An essay in a series on business, values, and investing
In my first essay in this series, I posed a question that I couldn’t answer. “Who is best positioned to act as the moral arbiter in values-based investing?” Asset managers, ratings agencies, regulators, advisors, or investors themselves?
I still cannot answer this question. Over the past two weeks, through conversations with a rabbi, a physician, and a philosopher, I’ve come to believe I was asking the question too soon. Before we can argue about who should hold the moral compass, we need to understand why thoughtful, serious people — people who care deeply about doing the right thing — find that compass pointing in different directions.
This essay is my record of asking questions of people smarter than me about a topic I find endlessly interesting and stubbornly unresolved. How can we better match our financial investments with our personal views of morality? Or, alternatively, is this problem sufficiently challenging that it is not worth working on it?
The Philosopher’s Map
Josh Wretzel is a philosophy professor who specializes in 19th-century German philosophy and Hegel’s meta-ethics. When I sat down with him, I asked him what a generalist audience needs to know about ethical frameworks. He gave me a clean answer: there are three major traditions, and they developed roughly in historical order.

The first is virtue ethics, rooted in the work of Plato and Aristotle. The core idea is that good actions flow from good character. If you cultivate the right inner qualities — courage, temperance, justice, wisdom — then right action follows naturally. Aristotle called this a “second nature,” something you build through practice over time, not something you’re born with. There are no prodigies in virtue. It is earned.
The question it asks is not “What should I do?” but “What kind of person should I be?” Josh tells me that when he teaches this to undergraduates, many of them light up at Aristotle’s claim that all human actions tend toward happiness and that being virtuous is what makes you happy. It is a hopeful framework. But it is also insufficient on its own.
The second tradition is deontology, most associated with Immanuel Kant. Deontology is the study of duty. Where virtue ethics focuses on character, deontology focuses on rules: universal principles grounded in rational autonomy. Kant articulated what he called “categorical imperatives,” rules that apply without exception.

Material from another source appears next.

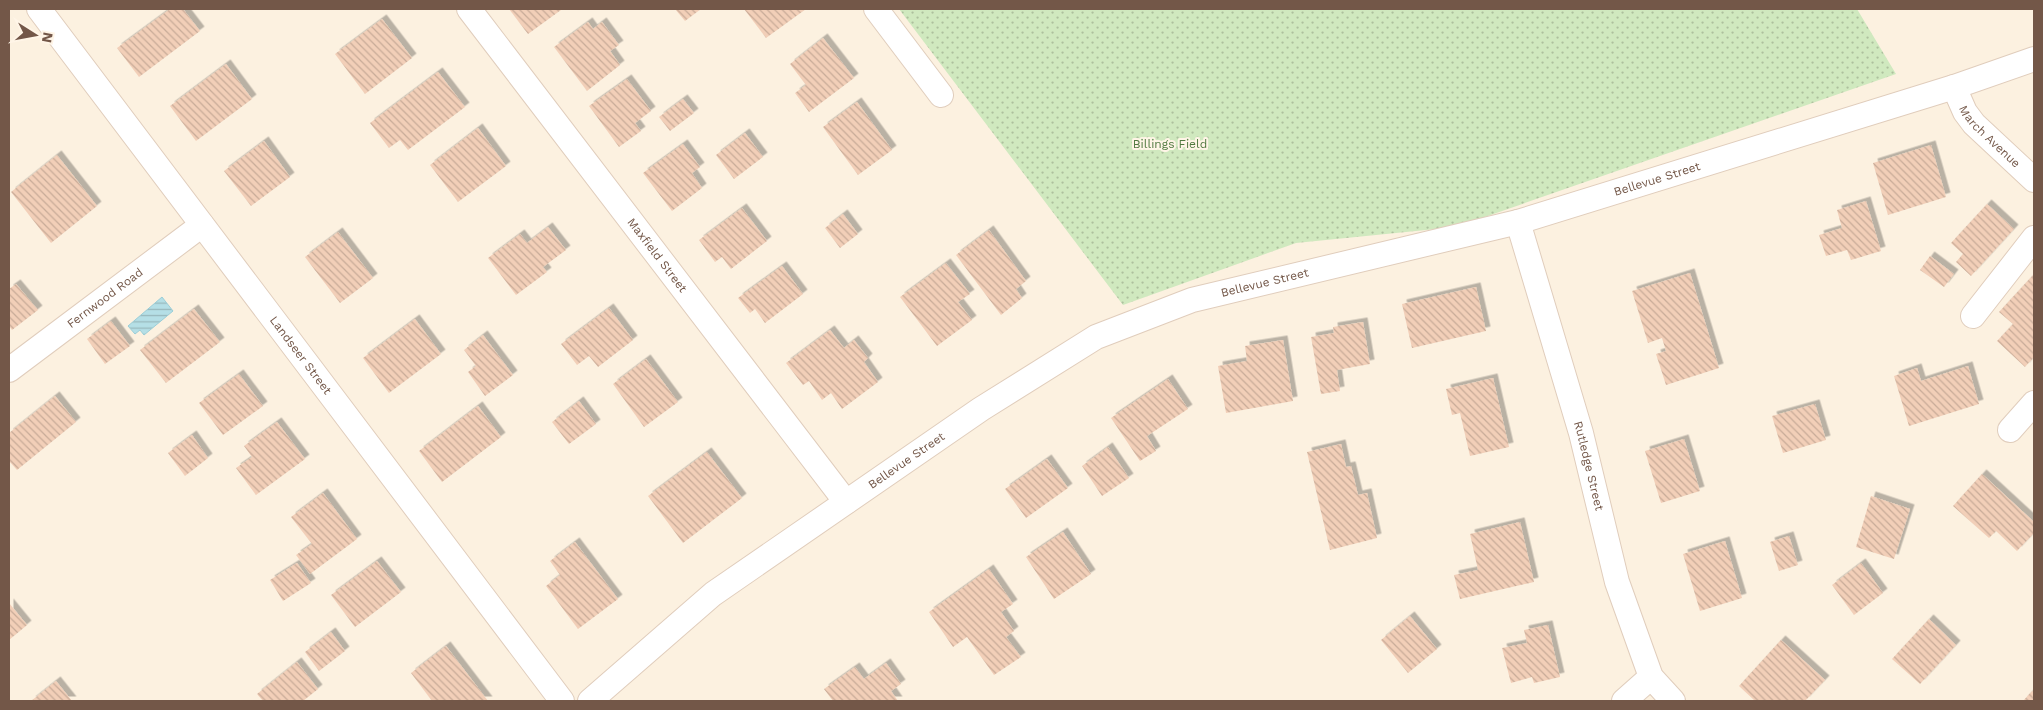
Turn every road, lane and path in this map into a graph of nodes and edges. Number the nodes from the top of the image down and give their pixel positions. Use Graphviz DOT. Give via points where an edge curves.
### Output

The first of these imperatives is universalization: you cannot create moral rules that apply only to you. Whatever standard you hold yourself to must be one you’d apply to everyone. The second is that you must treat other people never merely as means, but always also as ends. In other words, your actions must respect and further the goals of others. You cannot force someone to sacrifice their aims to serve yours. The paradigm violation, as Josh put it, is slavery, where the master has no obligation to consider the ends of the enslaved.
The key question deontology asks is: “What is my duty, regardless of outcome?” Its strength is moral clarity. Its challenge is rigidity. Kant held, famously, that lying is always wrong, even a white lie to protect someone’s feelings. When I told Josh that I recently lied to someone about something trivial, and that I felt fine about it, he laughed. “I’m not a hardcore Kantian,” he said. “There are times when white lies are necessary because we value the people we’re speaking to.”
NOTE: This “lie” was not related to business or any misbehavior!! It was, indeed, the definition of a white lie!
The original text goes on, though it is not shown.